Mettre en scène le pire d’une personne - ce pire n’aurait-il d’existence que fantasmée et suggérée - et en effacer le meilleur afin de la « casser » est un procédé éprouvé. J’ai vu cette pratique à l‘oeuvre dans un odieux séminaire où les cadres d’une entreprise rachetée devaient, dans un jeu de rôles, mettre en scène le ridicule de leurs anciennes pratiques avant d’endosser celles, salvatrices, de leur nouveau propriétaire. En résumé: vous ne méritez ni n’avez les moyens de la grandeur, votre seul salut est de devenir nos féaux.
Dans tout pays, il y a un parti de l’étranger composé de politiques, d’intellectuels et de journalistes. En France, les atlantistes furent largement soutenus par la grande presse. Ils souscrivaient à la narration d’un ridicule petit pays - la France - dirigé par un mégalomane - de Gaulle - prétendant, comme un gamin à la table familiale, donner son avis sur les affaires du monde. Pour eux, la sagesse et le modernisme étaient de se ranger sous la bannière de l’Oncle Sam et de construire, selon les desiderata de ce dernier, l’Europe la plus docile possible. Ils se gaussaient de la politique d’indépendance énergétique du général et de sa force de frappe, surnommée « la bombinette ». Ils applaudissaient dans les coulisses quand le Concorde, grâce aux arguties américaines sur les nuisances sonores, voyait son envol recalé. Indirectement, sans qu’ils s’en rendissent compte, ils ridiculisaient en permanence ce qui pouvait nourrir la fierté des Français. Cohn-Bendit a mis la cerise sur le gâteau quand il a dit à de Gaulle en mai 68: « Le monde de Tante Yvonne, on n’en veut plus! » Il a gagné: nous avons le monde de Tante Brigitte !***
La pire des trahisons est de trahir le meilleur de soi-même. La pire des trahisons qu’un peuple puisse perpétrer contre lui-même est de minorer, sous le prétexte de leur petit nombre, l’importance de ceux qui ont sauvé son honneur. Il ne s’agit pas de s’approprier indument leurs sacrifices mais d’en reconnaître la valeur, une valeur éventuellement expiatoire, et d’en tirer les conséquences qui nous concernent, nous qui venons après eux. Si vous feuilletez un livre comme Dans l’honneur et par la Victoire****, qui rassemble trois-cent-soixante-cinq portraits de Compagnons de la Libération, gens ordinaires de tout milieu que rien ne prédisposait à l’héroïsme, vous comprenez que vous avez un héritage à recevoir, à accepter, à faire vivre et à transmettre à votre tour.
(à suivre)
* Mary Louise Roberts, What Soldiers Do: Sex and the American GI in World War II France, University of Chicago Press, 2014.
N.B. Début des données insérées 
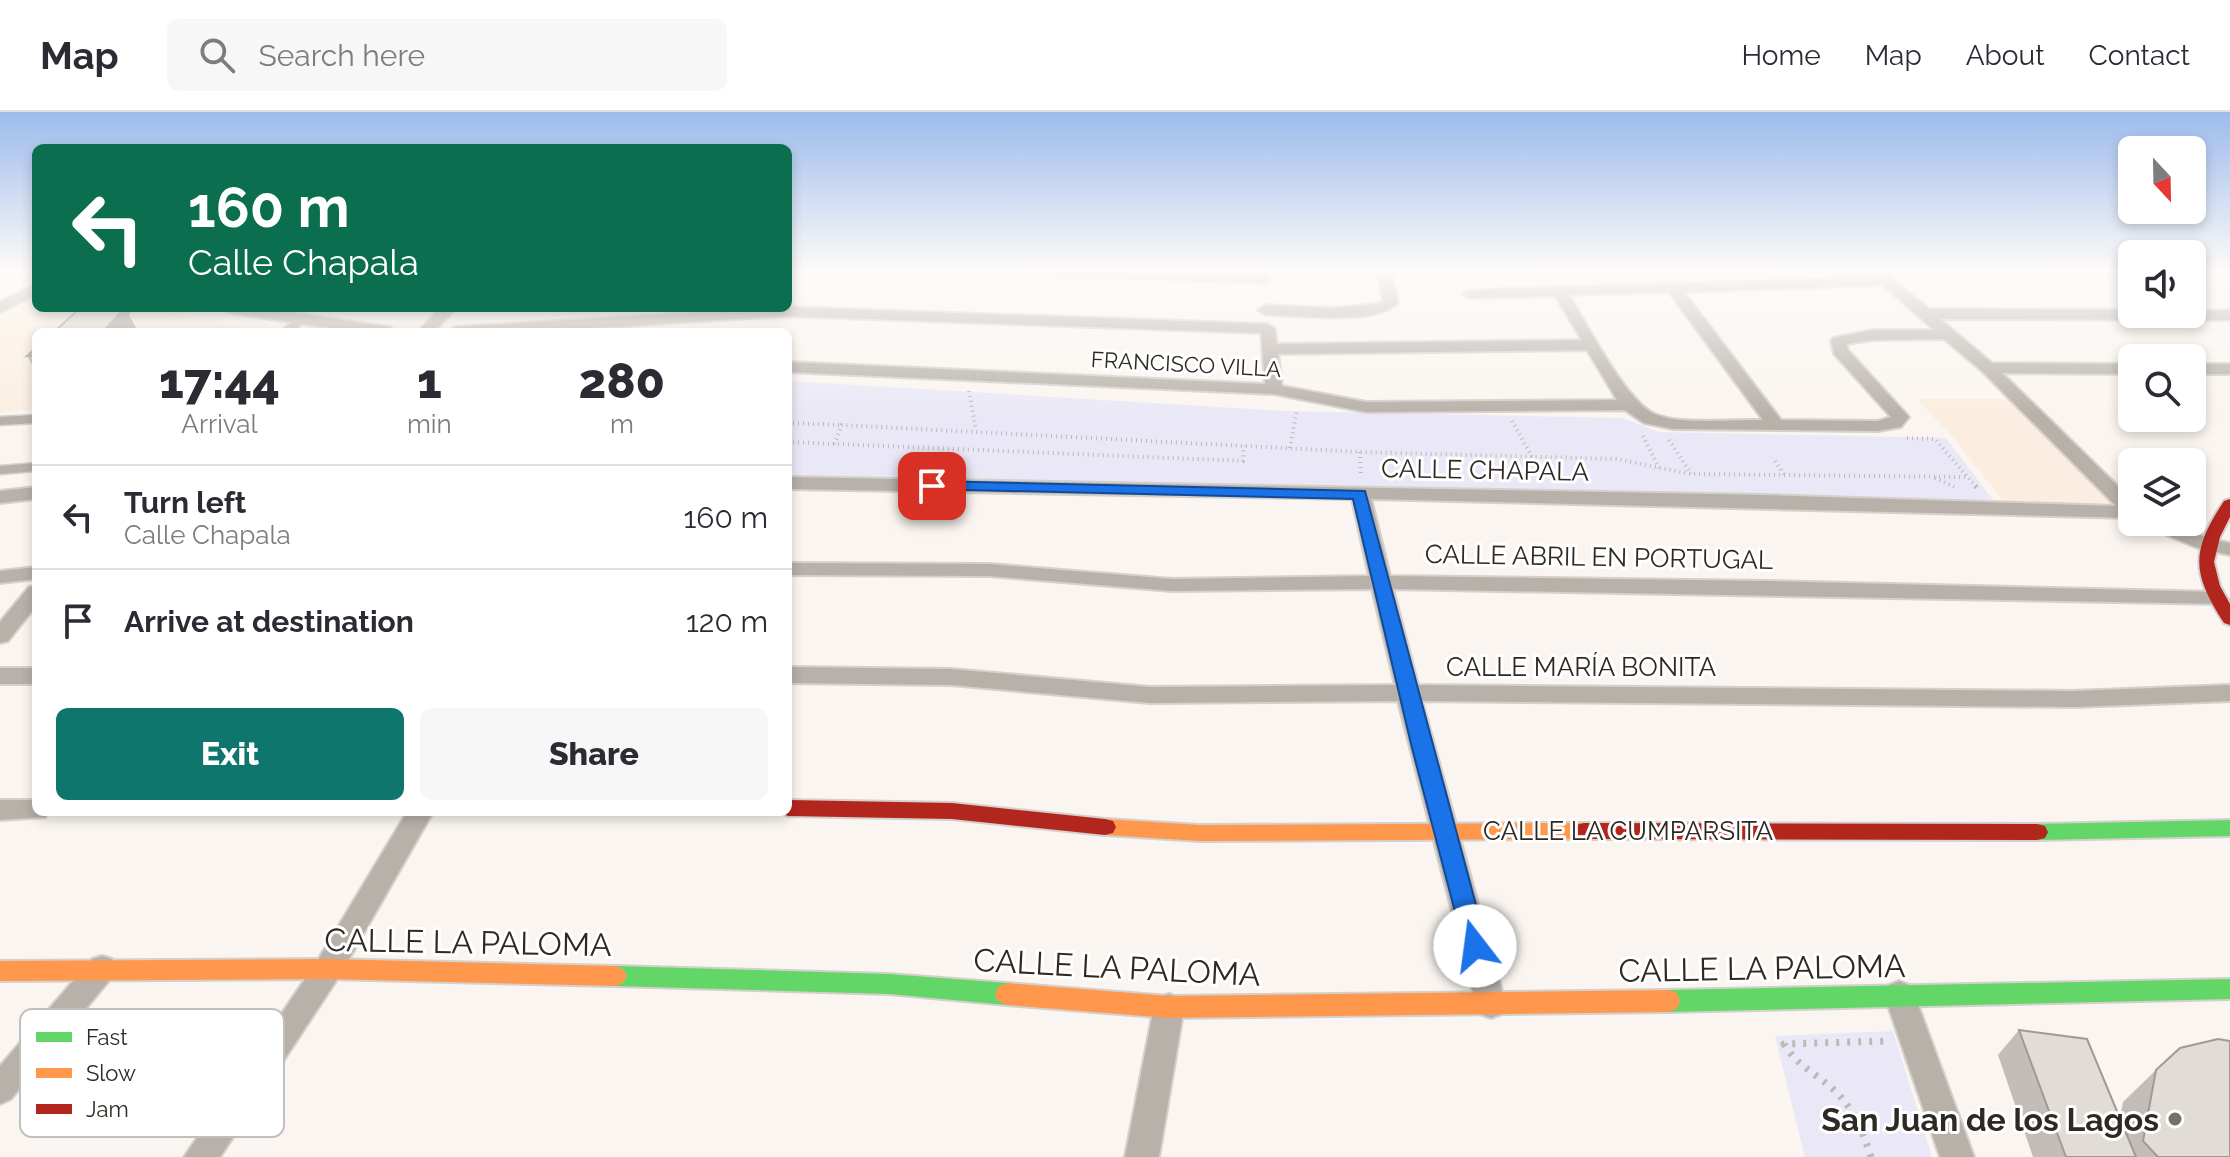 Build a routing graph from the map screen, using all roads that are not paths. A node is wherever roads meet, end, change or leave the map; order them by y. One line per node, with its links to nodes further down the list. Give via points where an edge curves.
1 (301, 319): 8 (lane); 9 (street)
2 (661, 319): 10 (street)
3 (992, 319): 11 (street)
4 (1266, 319): 11 (street)
5 (1576, 319): 13 (street)
6 (1696, 319): 24 (street)
7 (1932, 319): 12 (street)
8 (291, 328)
9 (362, 328)
10 (522, 328)
11 (1267, 329): 14 (street)
12 (1950, 334): 16 (street); 24 (street, via 1839,341 1840,351 1900,417 1895,423)
13 (1592, 345): 14 (street); 21 (street)
14 (1270, 349): 20 (street)
15 (792, 367): 20 (street, FRANCISCO VILLA)
16 (1988, 368): 17 (street); 31 (street)
17 (2118, 369)
18 (2206, 369): 19 (street)
19 (2230, 369)
20 (1274, 389): 21 (street, FRANCISCO VILLA, via 1383,408)
21 (1629, 405): 24 (street, via 1650,419 1673,424)
22 (32, 419): 23 (lane)
23 (0, 421)
24 (1775, 424)
25 (32, 467): 26 (lane)
26 (0, 470)
27 (792, 483): 28 (street, CALLE CHAPALA)
28 (1361, 491): 33 (street, CALLE CHAPALA); 40 (street)
29 (32, 493): 30 (street)
30 (0, 497)
31 (2118, 498)
32 (2230, 504): 35 (street)
33 (2118, 512)
34 (2186, 536): 35 (street)
35 (2205, 544): 36 (street); 42 (street, via 2205,572)
36 (2230, 549)
37 (792, 569): 40 (street, CALLE ABRIL EN PORTUGAL, via 989,570 1172,585)
38 (32, 573): 39 (street)
39 (0, 577)
40 (1382, 582): 42 (street, CALLE ABRIL EN PORTUGAL); 48 (street)
41 (32, 597): 44 (street)
42 (2217, 599): 43 (street)
43 (2230, 619)
44 (0, 636)
45 (792, 675): 48 (street, CALLE MARÍA BONITA, via 951,677 1150,695)
46 (0, 676): 47 (street)
47 (32, 676)
48 (1408, 693): 49 (street, CALLE MARÍA BONITA, via 2074,699); 55 (street)
49 (2230, 693)
50 (792, 808): 55 (street, CALLE LA CUMPARSITA, via 952,811 1200,833)
51 (0, 810): 52 (street)
52 (32, 810)
53 (418, 816): 57 (street)
54 (2230, 828): 55 (street, CALLE LA CUMPARSITA, via 2006,833)
55 (1443, 830): 61 (street)
56 (102, 968): 57 (street, CALLE LA PALOMA); 58 (street, CALLE LA PALOMA); 63 (street)
57 (328, 969): 62 (street, CALLE LA PALOMA, via 889,984); 64 (street)
58 (0, 971)
59 (2230, 989): 60 (street, CALLE LA PALOMA)
60 (1899, 994): 61 (street, CALLE LA PALOMA); 70 (street)
61 (1491, 1005): 62 (street, CALLE LA PALOMA)
62 (1169, 1007): 69 (street)
63 (67, 1009)
64 (284, 1034)
65 (20, 1065): 66 (street)
66 (0, 1089)
67 (215, 1137): 68 (street)
68 (201, 1157)
69 (1142, 1157)
70 (1957, 1157)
** La « destinée manifeste" est une expression apparue en 1845 pour désigner la forme américaine de l'idéologie calviniste selon laquelle la nation américaine aurait pour mission divine l'expansion de la « civilisation » vers l'Ouest, et à partir du XXème siècle dans le monde entier (Wikipedia).
*** Passée cette époque « révolutionnaire », « Dany le Rouge » qui a reconnu avoir été approché alors par la CIA mais a nié toute collusion, a fréquenté assidument le centre culturel américain de la rue du Dragon, dont le directeur était un correspondant de la CIA. Entré au Parlement européen, il a voté toutes les décisions favorables à la politique étrangère américaine. Cf. Eric Branca, L’ami américain, Perrin, 2017.
**** Jean-Christophe Notin, Dans l’honneur et par la Victoire, Une année avec les Compagnons de la Libération, Calmann-Lévy, 2021.